DoclingEnhancedRAGOrchestrator

Key methods:

  • process_documents(source_paths): Process documents
  • index_documents(force_reindex): Index documents
  • search(query, top_k): Search for documents
  • ask(question, top_k): Answer questions using document context

RAGOrchestratorAPI

Key methods:

  • process_document(file_path): Process a document (async)
  • index_documents(force_reindex): Index documents (async)
  • search(query, top_k): Search for documents (async)
  • ask(question, top_k): Answer questions (async)

Configuration

The system is configured through multiple files:

  1. config.py: Core configuration implementation
  2. config.json: User-editable configuration
  3. .env: Environment-specific settings

Key configuration sections:

  • paths: Data and storage directories
  • embedding: Model settings
  • vector_db: Vector database settings
  • chunking: Document chunking parameters
  • search: Search parameters
  • llm: Language model settings

Storage Structure

Document Registry (document_registry.json)

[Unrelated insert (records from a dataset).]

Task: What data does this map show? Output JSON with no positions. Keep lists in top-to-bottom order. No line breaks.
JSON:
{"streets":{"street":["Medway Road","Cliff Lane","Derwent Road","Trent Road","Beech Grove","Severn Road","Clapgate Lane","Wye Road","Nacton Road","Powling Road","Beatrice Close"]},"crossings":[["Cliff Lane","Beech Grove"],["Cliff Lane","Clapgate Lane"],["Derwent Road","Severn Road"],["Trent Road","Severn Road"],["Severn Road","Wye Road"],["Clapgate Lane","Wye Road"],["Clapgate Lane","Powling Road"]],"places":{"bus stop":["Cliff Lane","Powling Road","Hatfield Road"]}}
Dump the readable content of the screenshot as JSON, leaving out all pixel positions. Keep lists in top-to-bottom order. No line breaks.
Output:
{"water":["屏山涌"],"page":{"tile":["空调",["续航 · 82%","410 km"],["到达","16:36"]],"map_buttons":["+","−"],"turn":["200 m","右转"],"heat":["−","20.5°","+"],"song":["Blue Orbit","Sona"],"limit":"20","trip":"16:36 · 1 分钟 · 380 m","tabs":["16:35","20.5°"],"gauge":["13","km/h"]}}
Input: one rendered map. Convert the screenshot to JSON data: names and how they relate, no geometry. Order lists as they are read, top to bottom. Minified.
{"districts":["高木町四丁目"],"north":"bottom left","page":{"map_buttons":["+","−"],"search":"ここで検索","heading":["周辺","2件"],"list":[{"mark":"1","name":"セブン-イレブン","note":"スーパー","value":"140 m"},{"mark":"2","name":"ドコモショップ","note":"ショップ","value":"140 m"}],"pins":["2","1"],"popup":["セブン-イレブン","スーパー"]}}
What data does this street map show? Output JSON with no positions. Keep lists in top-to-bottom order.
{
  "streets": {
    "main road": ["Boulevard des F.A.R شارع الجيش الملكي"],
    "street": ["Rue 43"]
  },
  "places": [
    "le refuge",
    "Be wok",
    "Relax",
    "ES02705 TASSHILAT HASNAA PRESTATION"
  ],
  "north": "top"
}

  • Maps document paths to metadata
  • Tracks document IDs, hashes, and chunk files

Vector Registry (vector_registry.json)

  • Tracks vector database metadata
  • Records indexed documents and chunk counts

Document Storage

  • data/: Raw documents
  • processed_data/chunks/: Processed document chunks
  • processed_data/docling/: Docling-specific output

Vector Storage

  • vector_db/: Vector database files
  • vector_db/index.faiss: FAISS index (if using FAISS)
  • vector_db/chroma/: Chroma database (if using Chroma)

Extension Points

The system is designed to be extended in several ways:

  1. New Document Processors: Add new processors in doclingroc/
  2. New Search Methods: Add new search implementations in searchproc/
  3. New Vector Stores: Add support for additional vector databases in vectorproc/
  4. New LLM Integrations: Add support for different LLMs in the orchestrator

To add extensions, follow the existing patterns and interfaces, then update the orchestrator to use your new components.